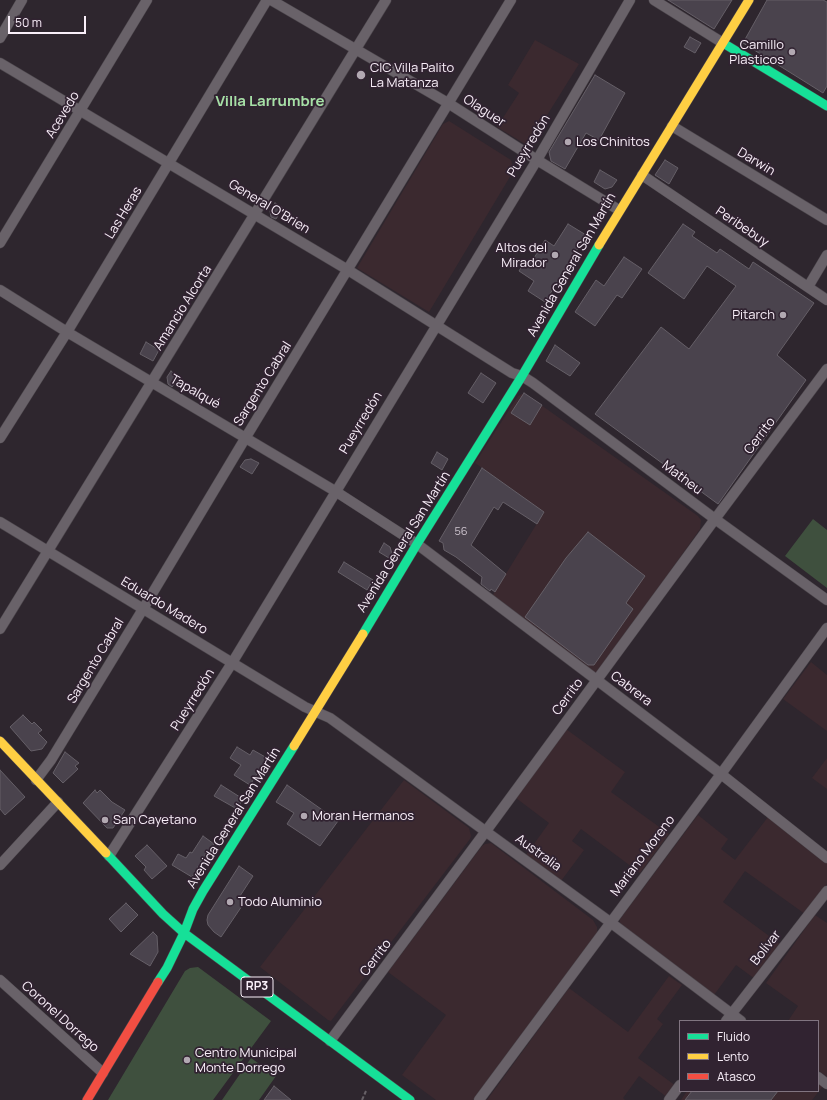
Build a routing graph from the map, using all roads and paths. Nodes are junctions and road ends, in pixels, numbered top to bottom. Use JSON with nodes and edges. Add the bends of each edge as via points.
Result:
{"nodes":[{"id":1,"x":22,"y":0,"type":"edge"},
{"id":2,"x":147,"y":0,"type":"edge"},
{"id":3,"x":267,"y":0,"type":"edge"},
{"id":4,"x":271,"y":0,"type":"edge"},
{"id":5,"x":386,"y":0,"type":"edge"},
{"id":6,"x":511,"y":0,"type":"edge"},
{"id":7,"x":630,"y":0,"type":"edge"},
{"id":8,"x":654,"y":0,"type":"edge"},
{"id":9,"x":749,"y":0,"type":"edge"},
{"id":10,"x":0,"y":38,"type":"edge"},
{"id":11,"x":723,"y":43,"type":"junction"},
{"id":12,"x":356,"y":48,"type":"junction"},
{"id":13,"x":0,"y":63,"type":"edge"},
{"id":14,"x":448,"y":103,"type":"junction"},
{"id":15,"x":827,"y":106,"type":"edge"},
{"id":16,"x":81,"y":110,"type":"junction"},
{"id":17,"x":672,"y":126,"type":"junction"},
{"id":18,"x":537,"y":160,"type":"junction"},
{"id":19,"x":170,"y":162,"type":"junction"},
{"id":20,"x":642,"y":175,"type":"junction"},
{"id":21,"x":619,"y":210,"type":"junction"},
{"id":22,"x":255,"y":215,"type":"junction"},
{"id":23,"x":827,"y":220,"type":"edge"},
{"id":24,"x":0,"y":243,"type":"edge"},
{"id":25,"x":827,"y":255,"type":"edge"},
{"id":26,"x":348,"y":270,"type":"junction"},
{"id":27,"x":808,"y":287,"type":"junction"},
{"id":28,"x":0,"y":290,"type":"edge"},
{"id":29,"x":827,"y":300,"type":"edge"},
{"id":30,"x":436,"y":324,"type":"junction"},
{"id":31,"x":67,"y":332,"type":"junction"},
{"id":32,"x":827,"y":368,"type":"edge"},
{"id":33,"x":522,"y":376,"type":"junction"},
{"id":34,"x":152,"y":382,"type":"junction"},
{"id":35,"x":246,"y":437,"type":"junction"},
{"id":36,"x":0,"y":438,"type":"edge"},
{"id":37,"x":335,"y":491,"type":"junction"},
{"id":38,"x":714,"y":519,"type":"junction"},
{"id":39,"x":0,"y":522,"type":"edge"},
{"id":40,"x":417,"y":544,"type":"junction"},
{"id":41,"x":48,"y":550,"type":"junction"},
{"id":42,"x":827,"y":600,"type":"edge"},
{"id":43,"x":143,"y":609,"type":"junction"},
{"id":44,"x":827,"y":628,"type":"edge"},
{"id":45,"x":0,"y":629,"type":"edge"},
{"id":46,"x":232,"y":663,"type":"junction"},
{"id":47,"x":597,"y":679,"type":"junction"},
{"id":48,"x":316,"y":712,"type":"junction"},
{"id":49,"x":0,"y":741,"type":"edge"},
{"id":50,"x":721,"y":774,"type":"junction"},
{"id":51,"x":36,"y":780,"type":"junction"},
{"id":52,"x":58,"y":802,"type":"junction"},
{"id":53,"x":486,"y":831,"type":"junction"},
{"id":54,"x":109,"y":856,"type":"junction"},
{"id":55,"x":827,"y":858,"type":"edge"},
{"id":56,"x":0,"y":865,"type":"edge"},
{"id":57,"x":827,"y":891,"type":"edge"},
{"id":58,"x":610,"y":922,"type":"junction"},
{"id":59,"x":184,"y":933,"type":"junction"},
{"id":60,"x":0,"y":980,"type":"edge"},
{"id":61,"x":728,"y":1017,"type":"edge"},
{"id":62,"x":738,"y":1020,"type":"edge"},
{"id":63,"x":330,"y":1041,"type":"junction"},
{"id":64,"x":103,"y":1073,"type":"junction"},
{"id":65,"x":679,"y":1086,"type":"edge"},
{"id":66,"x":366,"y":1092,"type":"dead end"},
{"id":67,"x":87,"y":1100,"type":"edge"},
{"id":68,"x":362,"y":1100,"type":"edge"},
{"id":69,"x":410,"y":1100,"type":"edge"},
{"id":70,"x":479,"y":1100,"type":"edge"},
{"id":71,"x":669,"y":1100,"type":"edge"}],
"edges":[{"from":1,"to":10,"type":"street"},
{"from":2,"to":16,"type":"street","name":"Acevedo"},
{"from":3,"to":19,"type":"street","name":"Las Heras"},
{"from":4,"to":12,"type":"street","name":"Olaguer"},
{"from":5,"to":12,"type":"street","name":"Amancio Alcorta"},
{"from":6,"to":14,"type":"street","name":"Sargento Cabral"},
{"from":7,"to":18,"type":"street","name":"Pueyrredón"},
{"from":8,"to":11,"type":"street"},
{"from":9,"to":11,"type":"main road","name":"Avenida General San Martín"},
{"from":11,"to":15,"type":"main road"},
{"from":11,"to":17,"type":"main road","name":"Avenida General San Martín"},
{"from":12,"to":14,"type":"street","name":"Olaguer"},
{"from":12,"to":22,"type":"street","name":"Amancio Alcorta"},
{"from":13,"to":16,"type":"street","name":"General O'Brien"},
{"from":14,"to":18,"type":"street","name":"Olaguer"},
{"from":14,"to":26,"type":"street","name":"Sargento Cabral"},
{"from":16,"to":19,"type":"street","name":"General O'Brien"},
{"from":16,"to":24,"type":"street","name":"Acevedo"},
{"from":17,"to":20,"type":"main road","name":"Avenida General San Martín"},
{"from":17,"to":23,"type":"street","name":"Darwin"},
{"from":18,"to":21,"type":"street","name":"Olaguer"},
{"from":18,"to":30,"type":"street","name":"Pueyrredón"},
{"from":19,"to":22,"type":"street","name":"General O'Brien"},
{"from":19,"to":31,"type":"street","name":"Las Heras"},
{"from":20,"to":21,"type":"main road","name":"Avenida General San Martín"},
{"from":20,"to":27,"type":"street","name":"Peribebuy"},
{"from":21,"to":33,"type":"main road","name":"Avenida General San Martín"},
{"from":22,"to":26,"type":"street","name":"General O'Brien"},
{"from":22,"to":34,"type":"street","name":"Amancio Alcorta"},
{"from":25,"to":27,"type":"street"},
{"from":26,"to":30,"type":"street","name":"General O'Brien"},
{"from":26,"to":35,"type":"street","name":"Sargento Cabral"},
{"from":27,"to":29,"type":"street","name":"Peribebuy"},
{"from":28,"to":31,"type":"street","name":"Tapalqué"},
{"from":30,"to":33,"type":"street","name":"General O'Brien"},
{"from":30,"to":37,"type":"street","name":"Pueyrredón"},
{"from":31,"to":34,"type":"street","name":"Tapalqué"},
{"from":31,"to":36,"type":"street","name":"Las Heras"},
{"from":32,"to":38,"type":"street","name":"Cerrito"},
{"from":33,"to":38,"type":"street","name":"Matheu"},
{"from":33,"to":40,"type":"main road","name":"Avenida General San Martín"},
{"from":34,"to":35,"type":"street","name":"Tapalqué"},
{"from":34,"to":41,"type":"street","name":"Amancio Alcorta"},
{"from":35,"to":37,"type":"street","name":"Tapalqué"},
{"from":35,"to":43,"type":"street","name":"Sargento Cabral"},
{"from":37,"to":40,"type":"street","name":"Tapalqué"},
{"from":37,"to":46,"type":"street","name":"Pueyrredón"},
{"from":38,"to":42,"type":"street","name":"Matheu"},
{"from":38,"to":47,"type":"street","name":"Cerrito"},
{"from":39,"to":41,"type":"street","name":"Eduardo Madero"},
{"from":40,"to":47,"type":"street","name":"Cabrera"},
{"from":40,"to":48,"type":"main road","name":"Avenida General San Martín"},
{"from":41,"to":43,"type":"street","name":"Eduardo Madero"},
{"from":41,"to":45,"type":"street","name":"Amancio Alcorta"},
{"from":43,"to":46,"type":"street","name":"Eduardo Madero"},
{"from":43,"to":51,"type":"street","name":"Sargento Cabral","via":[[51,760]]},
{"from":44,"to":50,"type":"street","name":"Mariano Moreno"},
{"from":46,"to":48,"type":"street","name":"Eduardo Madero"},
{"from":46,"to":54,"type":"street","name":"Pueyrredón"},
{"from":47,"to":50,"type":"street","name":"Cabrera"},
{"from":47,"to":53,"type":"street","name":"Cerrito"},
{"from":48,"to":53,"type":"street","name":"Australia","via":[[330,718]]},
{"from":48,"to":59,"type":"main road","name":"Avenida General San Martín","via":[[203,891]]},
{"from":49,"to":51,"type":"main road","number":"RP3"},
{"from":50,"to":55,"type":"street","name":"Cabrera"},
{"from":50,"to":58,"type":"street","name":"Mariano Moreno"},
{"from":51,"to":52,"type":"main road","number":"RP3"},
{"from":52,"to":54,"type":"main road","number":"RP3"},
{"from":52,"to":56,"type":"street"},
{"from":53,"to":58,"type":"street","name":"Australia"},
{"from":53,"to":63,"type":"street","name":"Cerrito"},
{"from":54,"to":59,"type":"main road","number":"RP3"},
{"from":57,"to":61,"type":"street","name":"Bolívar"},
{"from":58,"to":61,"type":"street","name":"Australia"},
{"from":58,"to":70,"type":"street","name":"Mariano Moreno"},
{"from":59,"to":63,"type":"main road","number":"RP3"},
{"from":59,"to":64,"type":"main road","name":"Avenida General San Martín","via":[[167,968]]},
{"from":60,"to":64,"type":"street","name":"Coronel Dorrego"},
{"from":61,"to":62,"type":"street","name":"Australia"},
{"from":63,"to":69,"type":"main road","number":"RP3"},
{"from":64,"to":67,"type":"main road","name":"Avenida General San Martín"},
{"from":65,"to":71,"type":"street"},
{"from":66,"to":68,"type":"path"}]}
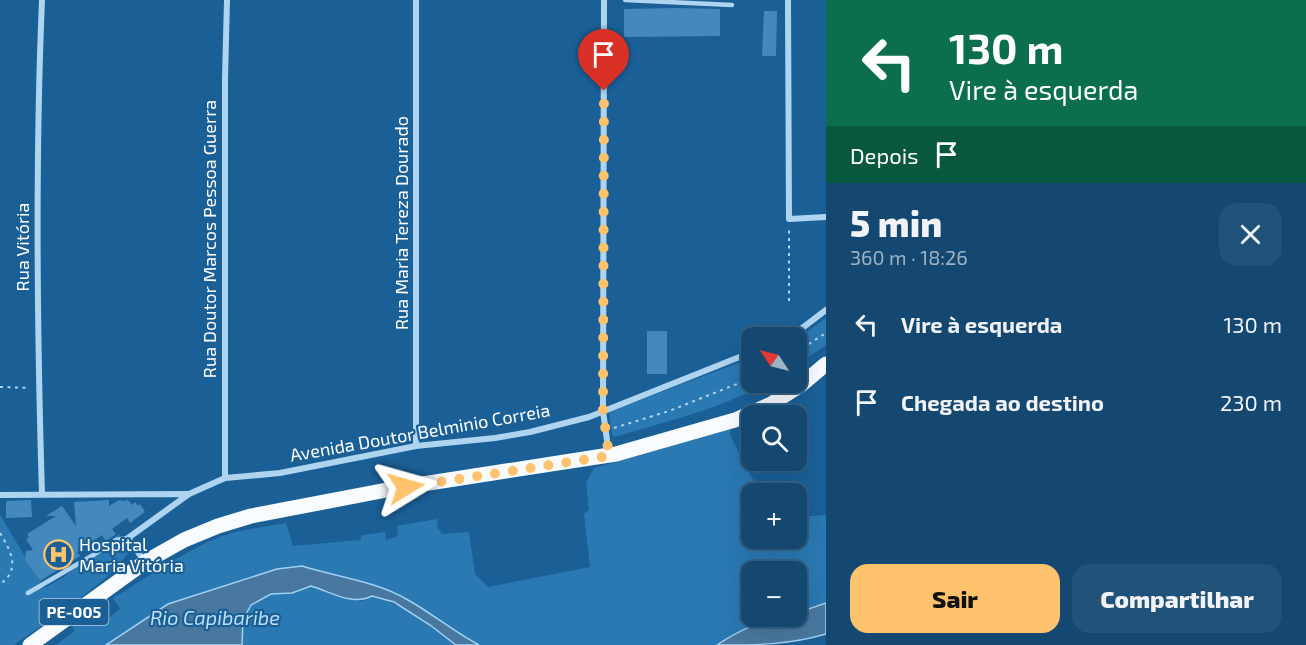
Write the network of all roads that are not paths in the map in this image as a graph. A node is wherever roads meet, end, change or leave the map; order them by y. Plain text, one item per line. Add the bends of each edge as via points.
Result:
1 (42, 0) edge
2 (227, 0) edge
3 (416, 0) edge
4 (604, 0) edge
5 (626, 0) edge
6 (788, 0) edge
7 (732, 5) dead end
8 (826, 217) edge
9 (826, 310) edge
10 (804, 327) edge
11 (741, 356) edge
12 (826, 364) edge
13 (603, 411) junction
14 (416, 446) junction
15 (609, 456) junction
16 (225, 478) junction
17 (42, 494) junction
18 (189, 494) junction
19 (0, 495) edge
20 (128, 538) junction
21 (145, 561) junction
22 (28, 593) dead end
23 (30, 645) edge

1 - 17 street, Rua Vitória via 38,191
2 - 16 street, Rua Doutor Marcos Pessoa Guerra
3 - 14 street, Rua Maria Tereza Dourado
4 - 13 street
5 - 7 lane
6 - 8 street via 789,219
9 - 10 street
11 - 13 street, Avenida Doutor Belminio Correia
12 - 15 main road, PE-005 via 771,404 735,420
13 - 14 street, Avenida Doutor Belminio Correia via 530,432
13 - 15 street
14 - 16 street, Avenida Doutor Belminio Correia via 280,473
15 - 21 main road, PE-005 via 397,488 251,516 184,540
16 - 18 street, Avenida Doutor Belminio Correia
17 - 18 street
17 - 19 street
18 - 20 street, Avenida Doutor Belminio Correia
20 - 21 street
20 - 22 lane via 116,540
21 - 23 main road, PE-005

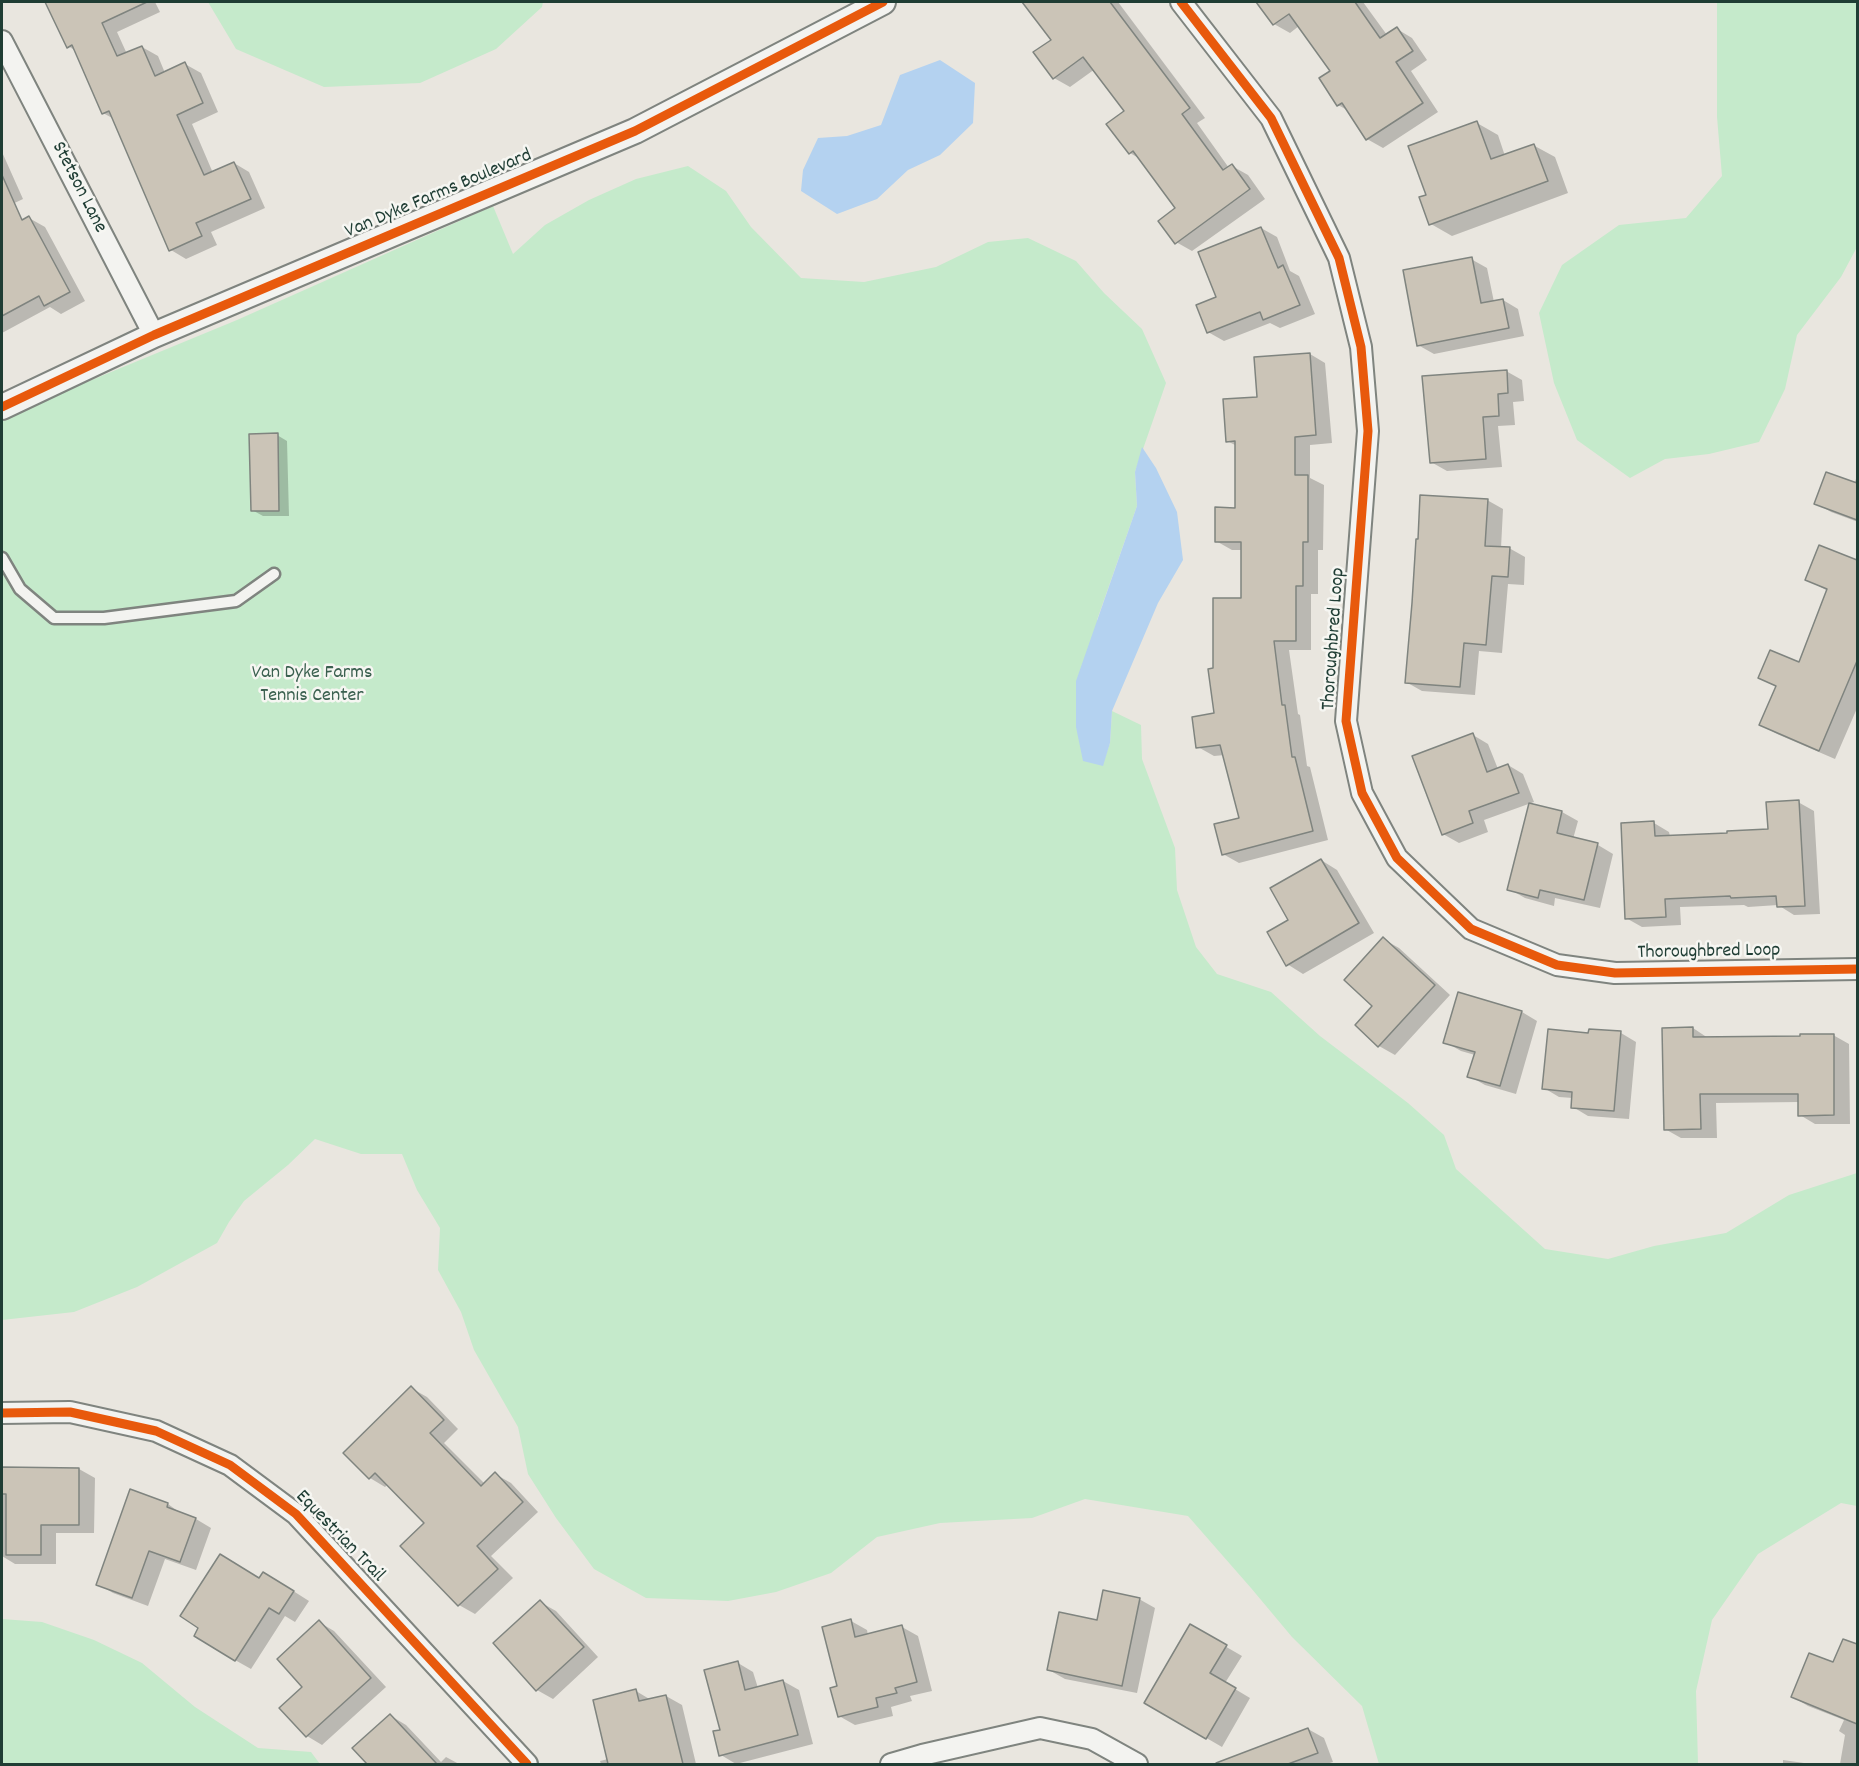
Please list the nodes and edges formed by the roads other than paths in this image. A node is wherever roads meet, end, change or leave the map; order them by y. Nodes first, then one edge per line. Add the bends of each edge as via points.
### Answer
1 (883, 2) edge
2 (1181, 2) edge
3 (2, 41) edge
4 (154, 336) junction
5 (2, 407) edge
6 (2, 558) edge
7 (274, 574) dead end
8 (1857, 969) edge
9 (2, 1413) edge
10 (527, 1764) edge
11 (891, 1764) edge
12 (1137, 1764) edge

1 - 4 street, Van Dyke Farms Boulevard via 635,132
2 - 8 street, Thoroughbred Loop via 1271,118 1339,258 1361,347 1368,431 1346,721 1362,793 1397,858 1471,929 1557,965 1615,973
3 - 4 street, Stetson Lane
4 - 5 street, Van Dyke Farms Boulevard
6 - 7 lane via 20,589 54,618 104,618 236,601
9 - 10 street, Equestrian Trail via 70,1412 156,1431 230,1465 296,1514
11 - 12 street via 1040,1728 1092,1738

※

EXERCISE REQUIREMENTS:
Each line above with the word "dead" needs to be copied.

SOLUTION TO THE PROBLEM:
{"id":66,"x":366,"y":1092,"type":"dead end"},
7 (732, 5) dead end
22 (28, 593) dead end
7 (274, 574) dead end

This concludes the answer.